If you are a seasoned golfer or even a new golfer, chances are you’ve heard about club fitting – but wonder if you should consider custom fit clubs. Many golfers think club fitting is for the tour professionals and not amateur players. I like to ask people, if you have a size 8 foot, would you wear size 10 shoes? Most likely not, yet golfers appear content playing with equipment that is not custom fit for them and their golf game.
Research shows that 92 percent of golfers don’t play with the right clubs for their swing – so this means once you get custom fit, you will see an immediate improvement in your game. Women more than men, tend to “accumulate” handed-down clubs – which many times are too long and too heavy – not to mention have larger and usually worn grips. Treat yourself to the experience of club fitting to make sure your clubs are right for you. Your session may cost between $50 and $100 (depending on full fitting or just a few clubs) but most Professionals and fitters will credit the fitting fee toward a purchase if you buy new clubs.
How do you get started? Visit your local PGA/LPGA Professional or club fitter and ask to have your current clubs fit for your body type, height and swing. You can schedule a club fitting to check your current clubs and the club fitter can make adjustments to your set based on the results of the club fitting. If you are in the market for new clubs, you will definitely want to be fit for the new clubs so they are made for your body type, height and swing speed to help you achieve the best results.
Many variables and characteristics will be evaluated during your fitting, including the shaft type (steel or graphite) shaft flex (women’s light, regular, stiff, etc.) loft and lie angle, hand size (to determine proper grip size), grip and swing speed. You can imagine a five-foot female would not want the same clubs as a six-foot male – and vise-versa. Perhaps you feel like your 7-iron and 8-iron go the same distance – this could be due to the fact that both clubs have the same loft – and your Professional or club fitter can check this for you.

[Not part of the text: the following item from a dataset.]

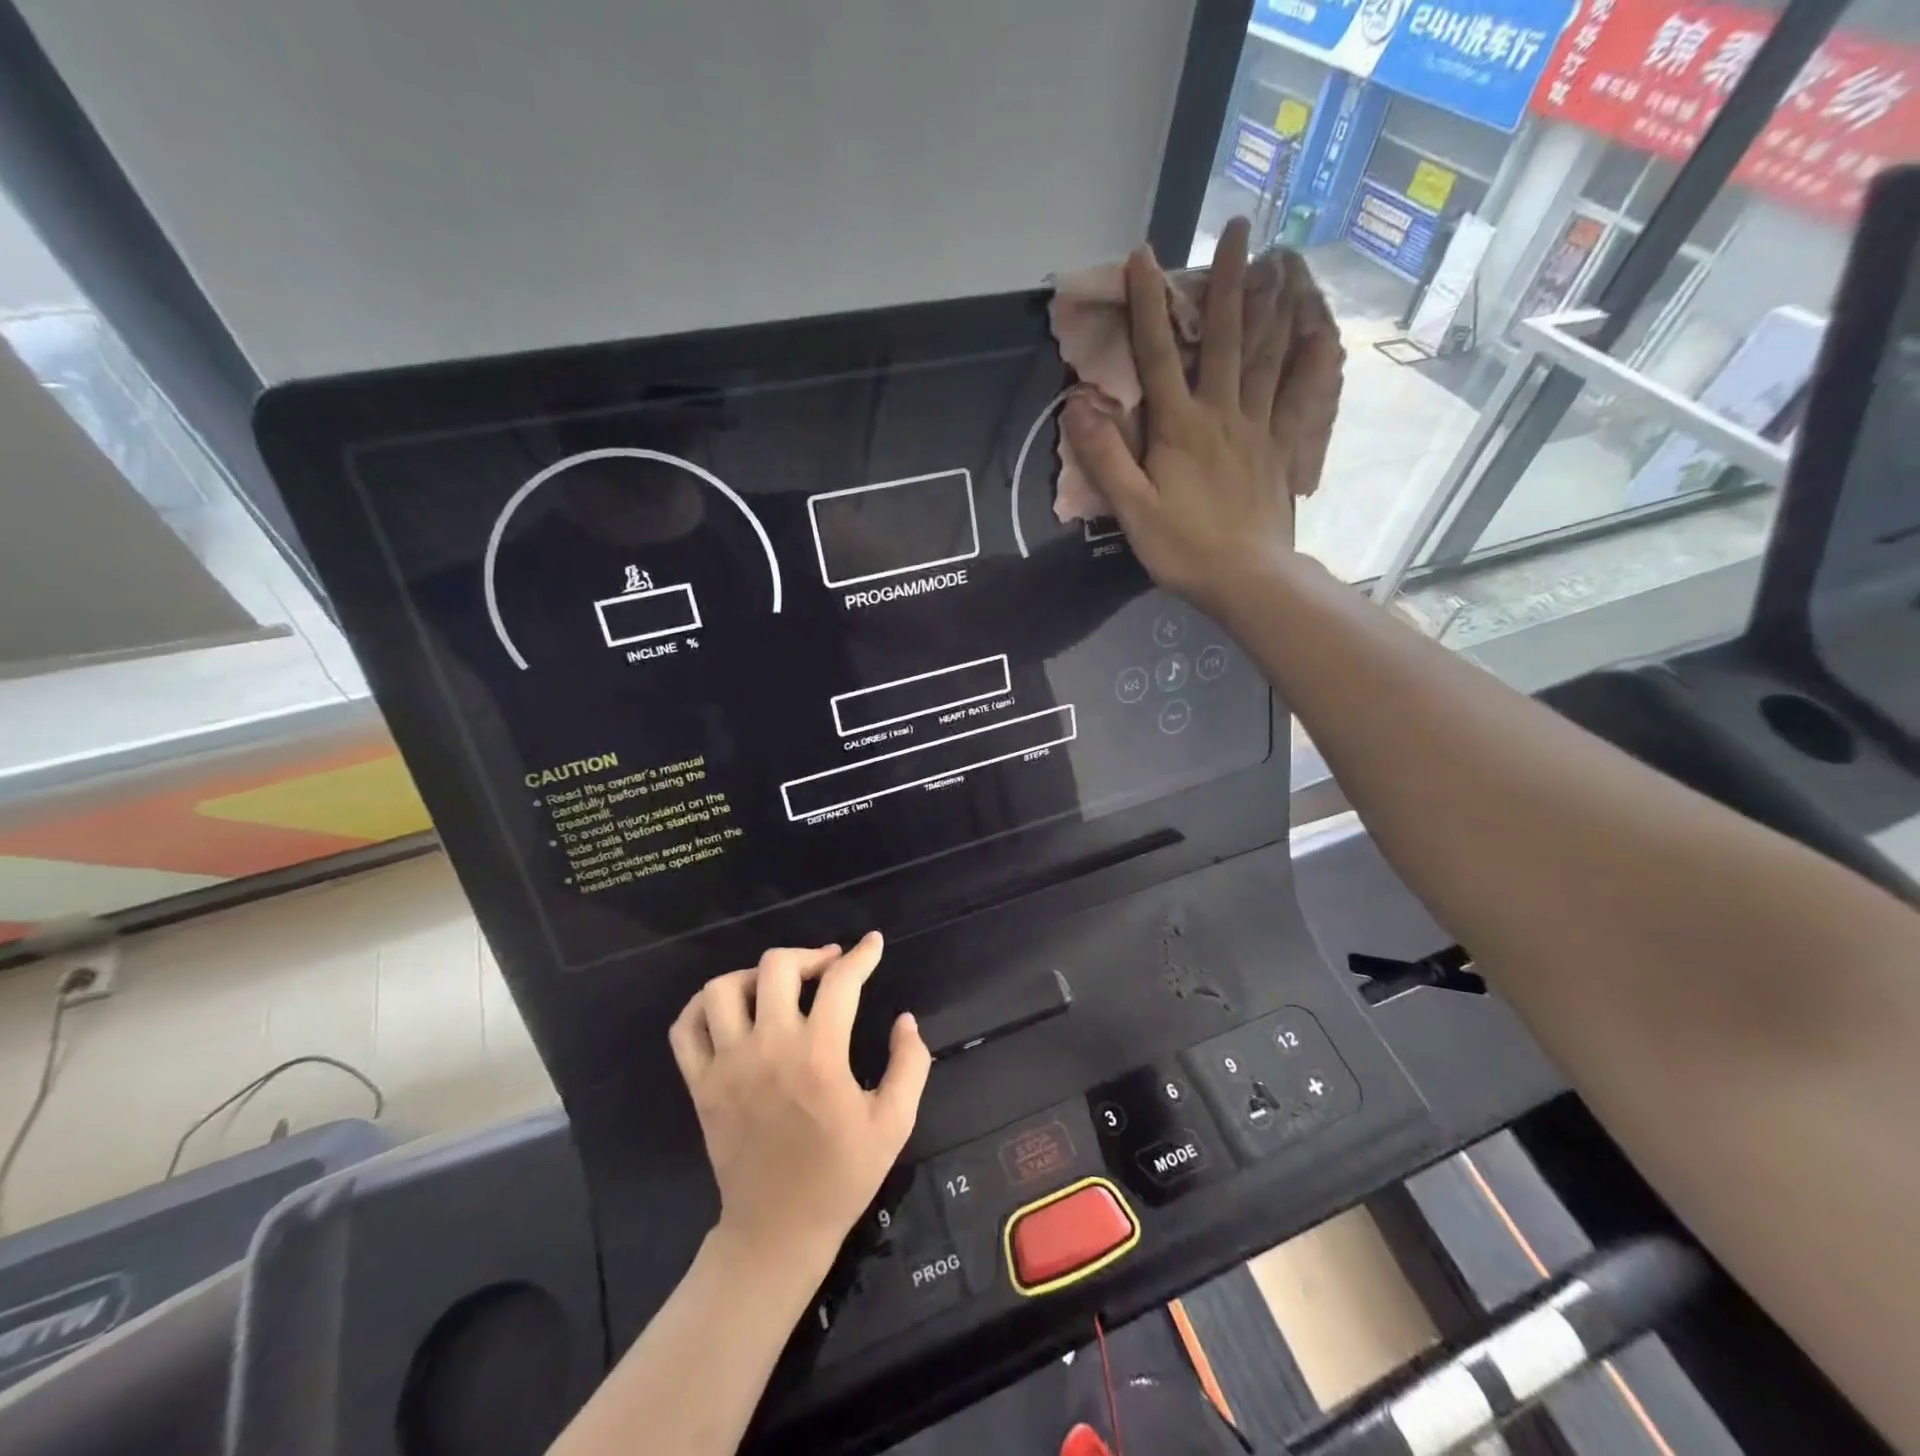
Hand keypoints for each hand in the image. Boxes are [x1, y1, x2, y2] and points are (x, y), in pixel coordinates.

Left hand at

Ask your Professional or club fitter to help you determine the distances you are hitting the clubs. Ideally you should have a difference of 10 yards between each club (if your 6-iron goes 130 yards, the 7-iron should go 120 yards, the 8-iron 110 yards, etc.)
If you decide it’s time for new clubs, now what do you do with the old clubs? Before you find a spot for them in the garage, basement or attic, ask your Professional or club fitter if he or she accepts trade-ins. Similar to trading in a vehicle, golf club trade-ins are hassle-free and allow you to earn credit toward purchasing new clubs. The value depends on the condition and age of the clubs, but the industry standard PGA.com Value Guide can give you an idea what the fair market value for your equipment will be if traded-in.
You will enjoy the game more with properly fit equipment and will soon save a few strokes each round.